- _What to produce_
Only lines containing "Yolu" belong in the answer, each copied from the entries below.

- _Items from a dataset_
....................
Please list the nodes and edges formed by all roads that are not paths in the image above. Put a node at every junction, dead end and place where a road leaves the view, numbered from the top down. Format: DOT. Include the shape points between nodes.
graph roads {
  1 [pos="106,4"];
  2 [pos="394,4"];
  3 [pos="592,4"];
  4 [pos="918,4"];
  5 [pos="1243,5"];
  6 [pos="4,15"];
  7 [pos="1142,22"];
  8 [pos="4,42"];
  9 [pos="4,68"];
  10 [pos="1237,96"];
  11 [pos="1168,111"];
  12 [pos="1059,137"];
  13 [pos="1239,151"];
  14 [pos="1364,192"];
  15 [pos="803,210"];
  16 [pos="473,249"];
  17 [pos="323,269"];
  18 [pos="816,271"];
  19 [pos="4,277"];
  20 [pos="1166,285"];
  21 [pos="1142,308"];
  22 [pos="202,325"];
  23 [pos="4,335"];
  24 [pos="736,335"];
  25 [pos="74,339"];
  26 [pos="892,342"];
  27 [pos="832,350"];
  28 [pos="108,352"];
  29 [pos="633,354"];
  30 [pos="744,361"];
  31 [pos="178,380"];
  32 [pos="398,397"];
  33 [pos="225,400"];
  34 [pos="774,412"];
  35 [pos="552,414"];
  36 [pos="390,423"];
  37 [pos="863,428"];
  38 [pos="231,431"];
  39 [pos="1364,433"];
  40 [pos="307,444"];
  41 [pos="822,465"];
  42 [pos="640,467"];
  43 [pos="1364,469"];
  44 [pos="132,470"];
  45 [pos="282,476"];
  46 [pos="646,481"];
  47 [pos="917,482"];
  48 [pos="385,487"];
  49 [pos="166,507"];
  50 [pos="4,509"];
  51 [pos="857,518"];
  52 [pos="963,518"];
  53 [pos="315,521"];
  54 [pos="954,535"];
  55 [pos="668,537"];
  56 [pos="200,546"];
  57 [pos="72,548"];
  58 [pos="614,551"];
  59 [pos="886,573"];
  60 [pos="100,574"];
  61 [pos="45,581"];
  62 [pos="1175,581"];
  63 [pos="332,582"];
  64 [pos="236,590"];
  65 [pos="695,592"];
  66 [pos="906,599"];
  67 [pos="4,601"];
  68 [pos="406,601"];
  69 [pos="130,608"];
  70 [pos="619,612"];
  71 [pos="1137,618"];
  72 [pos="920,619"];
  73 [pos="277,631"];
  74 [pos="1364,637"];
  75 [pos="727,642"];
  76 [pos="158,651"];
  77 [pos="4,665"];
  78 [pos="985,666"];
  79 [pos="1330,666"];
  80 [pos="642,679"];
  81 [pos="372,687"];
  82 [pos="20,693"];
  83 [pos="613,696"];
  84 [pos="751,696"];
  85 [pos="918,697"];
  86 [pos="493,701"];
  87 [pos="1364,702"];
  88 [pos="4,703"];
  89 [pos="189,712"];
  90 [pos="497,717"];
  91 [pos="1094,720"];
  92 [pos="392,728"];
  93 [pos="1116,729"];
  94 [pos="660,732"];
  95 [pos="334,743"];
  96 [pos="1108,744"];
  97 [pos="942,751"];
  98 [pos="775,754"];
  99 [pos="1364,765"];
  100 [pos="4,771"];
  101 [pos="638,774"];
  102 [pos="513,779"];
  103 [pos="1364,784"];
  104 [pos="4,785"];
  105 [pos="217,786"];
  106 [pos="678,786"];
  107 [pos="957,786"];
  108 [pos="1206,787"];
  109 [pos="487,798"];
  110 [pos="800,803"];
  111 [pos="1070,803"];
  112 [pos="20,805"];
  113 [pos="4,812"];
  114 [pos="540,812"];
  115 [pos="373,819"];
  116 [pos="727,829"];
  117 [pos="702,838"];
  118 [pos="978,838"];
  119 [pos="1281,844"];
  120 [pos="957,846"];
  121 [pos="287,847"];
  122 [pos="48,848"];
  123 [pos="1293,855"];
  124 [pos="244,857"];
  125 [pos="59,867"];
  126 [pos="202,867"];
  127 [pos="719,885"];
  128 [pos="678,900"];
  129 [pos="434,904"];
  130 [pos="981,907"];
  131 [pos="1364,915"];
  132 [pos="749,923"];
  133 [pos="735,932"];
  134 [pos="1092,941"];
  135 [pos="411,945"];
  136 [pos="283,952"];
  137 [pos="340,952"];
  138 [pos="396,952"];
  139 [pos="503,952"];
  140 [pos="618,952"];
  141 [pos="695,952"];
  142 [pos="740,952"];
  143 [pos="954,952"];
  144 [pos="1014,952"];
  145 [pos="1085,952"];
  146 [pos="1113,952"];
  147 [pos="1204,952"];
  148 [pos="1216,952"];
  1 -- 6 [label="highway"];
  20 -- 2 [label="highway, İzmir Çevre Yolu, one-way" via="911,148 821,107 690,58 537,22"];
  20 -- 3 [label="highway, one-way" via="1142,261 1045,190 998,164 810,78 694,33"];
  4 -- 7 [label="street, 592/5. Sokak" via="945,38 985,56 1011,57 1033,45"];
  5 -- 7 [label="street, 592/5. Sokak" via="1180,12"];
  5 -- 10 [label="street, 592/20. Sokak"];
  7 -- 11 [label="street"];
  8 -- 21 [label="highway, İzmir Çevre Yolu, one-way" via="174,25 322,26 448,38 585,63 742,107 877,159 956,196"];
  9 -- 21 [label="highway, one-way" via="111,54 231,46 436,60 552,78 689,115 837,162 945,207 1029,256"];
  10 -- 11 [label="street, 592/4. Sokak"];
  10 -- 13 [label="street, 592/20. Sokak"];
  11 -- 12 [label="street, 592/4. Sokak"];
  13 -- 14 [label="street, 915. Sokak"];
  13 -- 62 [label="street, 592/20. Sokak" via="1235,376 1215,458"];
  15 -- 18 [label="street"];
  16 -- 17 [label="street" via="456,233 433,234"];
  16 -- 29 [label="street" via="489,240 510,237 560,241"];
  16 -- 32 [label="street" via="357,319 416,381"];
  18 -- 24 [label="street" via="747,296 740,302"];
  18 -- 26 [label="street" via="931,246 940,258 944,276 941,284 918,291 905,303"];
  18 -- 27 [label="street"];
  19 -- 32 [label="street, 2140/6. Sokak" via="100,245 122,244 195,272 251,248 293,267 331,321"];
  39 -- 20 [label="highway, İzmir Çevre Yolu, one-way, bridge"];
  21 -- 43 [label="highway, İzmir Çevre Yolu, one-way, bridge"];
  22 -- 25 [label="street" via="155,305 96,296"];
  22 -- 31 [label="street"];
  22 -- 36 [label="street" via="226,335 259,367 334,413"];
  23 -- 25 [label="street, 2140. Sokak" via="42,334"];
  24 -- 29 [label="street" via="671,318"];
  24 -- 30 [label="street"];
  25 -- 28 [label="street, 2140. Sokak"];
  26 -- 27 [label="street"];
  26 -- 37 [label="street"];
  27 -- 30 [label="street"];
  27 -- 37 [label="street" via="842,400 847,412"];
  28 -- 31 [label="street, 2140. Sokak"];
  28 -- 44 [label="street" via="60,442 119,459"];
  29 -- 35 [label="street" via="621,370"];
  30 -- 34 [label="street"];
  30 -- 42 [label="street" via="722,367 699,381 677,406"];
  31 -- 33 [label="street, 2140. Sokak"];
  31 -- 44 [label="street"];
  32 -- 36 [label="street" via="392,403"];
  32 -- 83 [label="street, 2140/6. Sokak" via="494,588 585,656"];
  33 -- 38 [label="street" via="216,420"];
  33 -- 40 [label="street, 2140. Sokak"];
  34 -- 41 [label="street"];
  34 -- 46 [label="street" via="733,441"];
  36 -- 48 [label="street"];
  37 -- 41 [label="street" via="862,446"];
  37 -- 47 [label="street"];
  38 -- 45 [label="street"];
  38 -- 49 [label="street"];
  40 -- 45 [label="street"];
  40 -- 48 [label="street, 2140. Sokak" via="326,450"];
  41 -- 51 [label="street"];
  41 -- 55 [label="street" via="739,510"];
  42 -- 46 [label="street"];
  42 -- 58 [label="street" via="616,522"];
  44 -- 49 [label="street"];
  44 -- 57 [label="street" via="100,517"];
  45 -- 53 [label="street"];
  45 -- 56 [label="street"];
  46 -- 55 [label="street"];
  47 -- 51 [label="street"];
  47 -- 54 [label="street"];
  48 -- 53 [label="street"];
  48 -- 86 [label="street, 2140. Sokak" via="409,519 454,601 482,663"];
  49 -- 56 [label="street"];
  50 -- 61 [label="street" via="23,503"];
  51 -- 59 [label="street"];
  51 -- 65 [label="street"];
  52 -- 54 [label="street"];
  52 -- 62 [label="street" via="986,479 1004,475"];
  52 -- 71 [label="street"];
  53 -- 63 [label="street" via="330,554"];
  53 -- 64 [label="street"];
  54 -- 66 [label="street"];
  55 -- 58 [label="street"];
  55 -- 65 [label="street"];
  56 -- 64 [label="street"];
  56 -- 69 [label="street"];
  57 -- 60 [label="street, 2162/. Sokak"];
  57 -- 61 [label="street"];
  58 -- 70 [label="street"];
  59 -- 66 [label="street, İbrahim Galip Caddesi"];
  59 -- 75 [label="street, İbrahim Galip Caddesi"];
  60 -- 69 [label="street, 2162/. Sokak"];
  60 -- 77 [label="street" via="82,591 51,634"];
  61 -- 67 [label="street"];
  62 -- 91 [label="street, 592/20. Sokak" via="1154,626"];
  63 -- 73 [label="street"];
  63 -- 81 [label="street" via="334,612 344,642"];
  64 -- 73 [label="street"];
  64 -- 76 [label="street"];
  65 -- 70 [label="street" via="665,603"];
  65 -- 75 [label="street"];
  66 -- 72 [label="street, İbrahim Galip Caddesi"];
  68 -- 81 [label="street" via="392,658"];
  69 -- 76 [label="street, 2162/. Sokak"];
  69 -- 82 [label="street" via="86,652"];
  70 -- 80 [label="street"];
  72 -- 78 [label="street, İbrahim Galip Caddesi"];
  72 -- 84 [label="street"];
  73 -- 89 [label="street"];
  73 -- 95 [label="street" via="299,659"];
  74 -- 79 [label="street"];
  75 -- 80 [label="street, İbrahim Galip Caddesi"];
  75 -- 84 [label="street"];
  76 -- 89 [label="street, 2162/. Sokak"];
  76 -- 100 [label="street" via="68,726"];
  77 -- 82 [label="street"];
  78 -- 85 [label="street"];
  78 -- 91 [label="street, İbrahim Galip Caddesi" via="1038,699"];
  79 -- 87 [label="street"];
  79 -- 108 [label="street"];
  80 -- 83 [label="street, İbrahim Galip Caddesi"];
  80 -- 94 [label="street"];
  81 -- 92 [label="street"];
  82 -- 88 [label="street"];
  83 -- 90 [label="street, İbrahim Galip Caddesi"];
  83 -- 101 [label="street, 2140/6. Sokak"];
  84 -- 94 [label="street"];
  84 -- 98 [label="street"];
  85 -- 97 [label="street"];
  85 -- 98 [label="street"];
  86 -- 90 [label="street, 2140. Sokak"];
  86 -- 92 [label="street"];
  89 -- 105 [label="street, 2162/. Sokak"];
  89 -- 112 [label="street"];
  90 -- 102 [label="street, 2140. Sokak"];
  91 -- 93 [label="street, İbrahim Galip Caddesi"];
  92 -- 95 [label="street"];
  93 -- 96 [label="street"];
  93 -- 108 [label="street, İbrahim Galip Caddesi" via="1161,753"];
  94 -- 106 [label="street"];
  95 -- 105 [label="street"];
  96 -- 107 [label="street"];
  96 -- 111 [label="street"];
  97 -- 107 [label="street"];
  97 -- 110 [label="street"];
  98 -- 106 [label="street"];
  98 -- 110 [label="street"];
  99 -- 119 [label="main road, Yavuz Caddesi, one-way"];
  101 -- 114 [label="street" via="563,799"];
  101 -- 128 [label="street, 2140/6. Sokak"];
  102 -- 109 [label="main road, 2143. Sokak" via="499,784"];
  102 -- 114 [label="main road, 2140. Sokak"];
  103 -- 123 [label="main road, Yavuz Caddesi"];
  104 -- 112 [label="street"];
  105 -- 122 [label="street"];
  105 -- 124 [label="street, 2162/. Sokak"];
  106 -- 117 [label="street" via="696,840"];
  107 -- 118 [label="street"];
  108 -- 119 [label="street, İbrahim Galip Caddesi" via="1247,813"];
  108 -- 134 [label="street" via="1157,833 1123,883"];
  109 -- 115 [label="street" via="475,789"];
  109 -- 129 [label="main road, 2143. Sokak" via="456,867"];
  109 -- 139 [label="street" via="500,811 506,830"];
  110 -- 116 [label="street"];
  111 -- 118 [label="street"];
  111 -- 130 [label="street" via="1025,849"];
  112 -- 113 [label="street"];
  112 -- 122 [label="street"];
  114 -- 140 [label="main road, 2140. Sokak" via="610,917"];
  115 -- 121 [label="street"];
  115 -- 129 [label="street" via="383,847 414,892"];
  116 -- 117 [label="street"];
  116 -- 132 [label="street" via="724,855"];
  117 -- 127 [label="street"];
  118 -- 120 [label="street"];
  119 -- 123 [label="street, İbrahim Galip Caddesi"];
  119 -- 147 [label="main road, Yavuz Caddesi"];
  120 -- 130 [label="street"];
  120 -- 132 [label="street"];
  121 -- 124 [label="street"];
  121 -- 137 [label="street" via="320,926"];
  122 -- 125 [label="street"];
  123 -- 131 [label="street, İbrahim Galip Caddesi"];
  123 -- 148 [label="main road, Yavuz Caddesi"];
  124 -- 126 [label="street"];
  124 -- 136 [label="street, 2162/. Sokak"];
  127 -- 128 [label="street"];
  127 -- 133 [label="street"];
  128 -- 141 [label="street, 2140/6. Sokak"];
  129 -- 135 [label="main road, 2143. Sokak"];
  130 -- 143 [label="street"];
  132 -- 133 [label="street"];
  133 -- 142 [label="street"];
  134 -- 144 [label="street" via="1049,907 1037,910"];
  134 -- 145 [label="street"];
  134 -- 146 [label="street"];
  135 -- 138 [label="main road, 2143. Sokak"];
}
....................
- _Written reply_
  20 -- 2 [label="highway, İzmir Çevre Yolu, one-way" via="911,148 821,107 690,58 537,22"];
  8 -- 21 [label="highway, İzmir Çevre Yolu, one-way" via="174,25 322,26 448,38 585,63 742,107 877,159 956,196"];
  39 -- 20 [label="highway, İzmir Çevre Yolu, one-way, bridge"];
  21 -- 43 [label="highway, İzmir Çevre Yolu, one-way, bridge"];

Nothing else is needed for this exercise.